Idesia polycarpa Maxim (Salicaceae) is a well-studied plant producing various hydroxycyclohexenone (HCH) ester derivatives, which constitute most of its secondary metabolites. However, these major metabolites have been reported as unrelated to the alpha-melanocyte stimulating hormone (alpha-MSH) induced microphthalmia-associated transcription factor (MITF) expression observed in B16F10 melanoma cells, suggesting they may not be responsible for the antimelanogenic effect previously seen with the crude extract. To resolve this discrepancy and identify the bioactive metabolites in the crude extracts, the chemical diversity of I. polycarpa was reanalyzed using Mass Spec Query Language (MassQL)-enhanced molecular networking analysis, which indicated the presence of molecular families of phenolic glycosides without HCH esters. Following the MassQL-guided strategy to uncover the compounds responsible for the bioactivity, a targeted isolation study yielded five previously undescribed compounds and three known compounds, consistent with the MassQL annotations.
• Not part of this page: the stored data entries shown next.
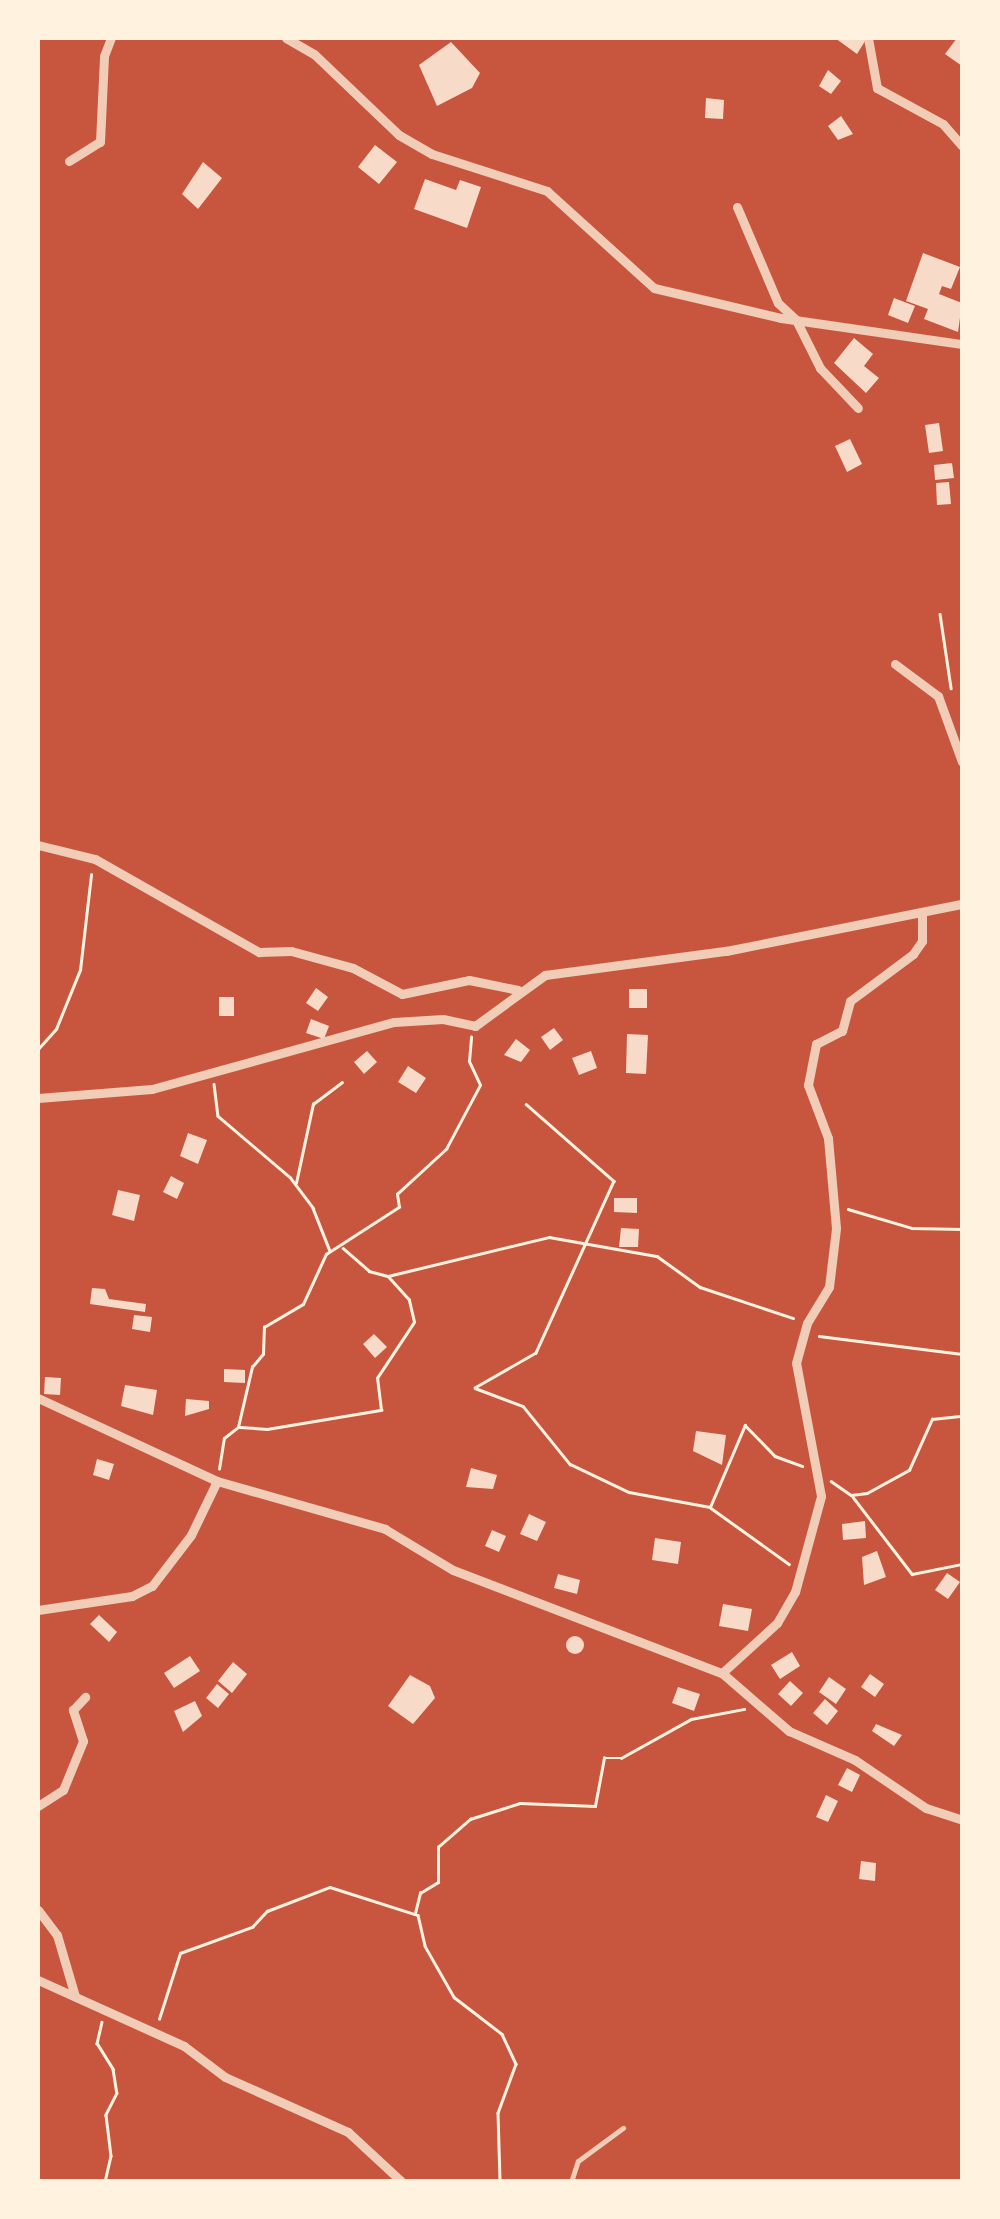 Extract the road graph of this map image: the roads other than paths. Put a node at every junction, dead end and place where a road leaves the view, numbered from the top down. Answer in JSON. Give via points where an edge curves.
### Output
{"nodes":[{"id":1,"x":111,"y":38,"type":"edge"},
{"id":2,"x":286,"y":38,"type":"edge"},
{"id":3,"x":868,"y":38,"type":"edge"},
{"id":4,"x":962,"y":146,"type":"edge"},
{"id":5,"x":69,"y":160,"type":"dead end"},
{"id":6,"x":737,"y":208,"type":"dead end"},
{"id":7,"x":796,"y":320,"type":"junction"},
{"id":8,"x":962,"y":344,"type":"edge"},
{"id":9,"x":858,"y":408,"type":"dead end"},
{"id":10,"x":895,"y":664,"type":"dead end"},
{"id":11,"x":962,"y":762,"type":"edge"},
{"id":12,"x":38,"y":845,"type":"edge"},
{"id":13,"x":962,"y":904,"type":"edge"},
{"id":14,"x":922,"y":915,"type":"junction"},
{"id":15,"x":518,"y":990,"type":"junction"},
{"id":16,"x":38,"y":1098,"type":"edge"},
{"id":17,"x":38,"y":1398,"type":"edge"},
{"id":18,"x":217,"y":1480,"type":"junction"},
{"id":19,"x":38,"y":1610,"type":"edge"},
{"id":20,"x":722,"y":1673,"type":"junction"},
{"id":21,"x":85,"y":1697,"type":"dead end"},
{"id":22,"x":38,"y":1806,"type":"edge"},
{"id":23,"x":962,"y":1820,"type":"edge"},
{"id":24,"x":38,"y":1910,"type":"edge"},
{"id":25,"x":38,"y":1980,"type":"edge"},
{"id":26,"x":76,"y":1996,"type":"junction"},
{"id":27,"x":623,"y":2128,"type":"dead end"},
{"id":28,"x":402,"y":2182,"type":"edge"},
{"id":29,"x":572,"y":2182,"type":"edge"}],
"edges":[{"from":1,"to":5,"type":"street","via":[[104,56],[100,142]]},
{"from":2,"to":7,"type":"street","via":[[432,154],[547,190],[654,288]]},
{"from":3,"to":4,"type":"street","via":[[876,88],[943,124]]},
{"from":6,"to":7,"type":"street","via":[[778,303]]},
{"from":7,"to":8,"type":"street"},
{"from":7,"to":9,"type":"street","via":[[820,368]]},
{"from":10,"to":11,"type":"street","via":[[938,696]]},
{"from":12,"to":15,"type":"street","via":[[95,859],[260,952],[291,951],[353,968],[402,994],[469,980]]},
{"from":13,"to":14,"type":"street"},
{"from":14,"to":15,"type":"street","via":[[884,915],[726,951],[544,975]]},
{"from":14,"to":20,"type":"street","via":[[922,941],[913,954],[850,1002],[842,1031],[816,1044],[808,1085],[828,1138],[829,1288],[806,1322],[796,1363],[822,1496],[776,1623]]},
{"from":15,"to":16,"type":"street","via":[[475,1026],[443,1018],[394,1022],[213,1075],[123,1094]]},
{"from":17,"to":18,"type":"street"},
{"from":18,"to":19,"type":"street","via":[[191,1535],[152,1586],[132,1596]]},
{"from":18,"to":20,"type":"street","via":[[385,1529],[453,1570]]},
{"from":20,"to":23,"type":"street","via":[[789,1731],[855,1760],[926,1808]]},
{"from":21,"to":22,"type":"street","via":[[72,1710],[83,1741],[63,1790]]},
{"from":24,"to":26,"type":"street","via":[[57,1935]]},
{"from":25,"to":26,"type":"street"},
{"from":26,"to":28,"type":"street","via":[[348,2132]]},
{"from":27,"to":29,"type":"lane","via":[[578,2160]]}]}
Notably, one of the isolated non-HCH ester compounds, compound 1, demonstrated significant inhibition of alpha-MSH-induced melanogenesis via tyrosinase inhibition and MITF downregulation. This finding provides a potential explanation for the previously observed antimelanogenic activity of the crude extract, addressing the inconsistency associated with the major metabolites.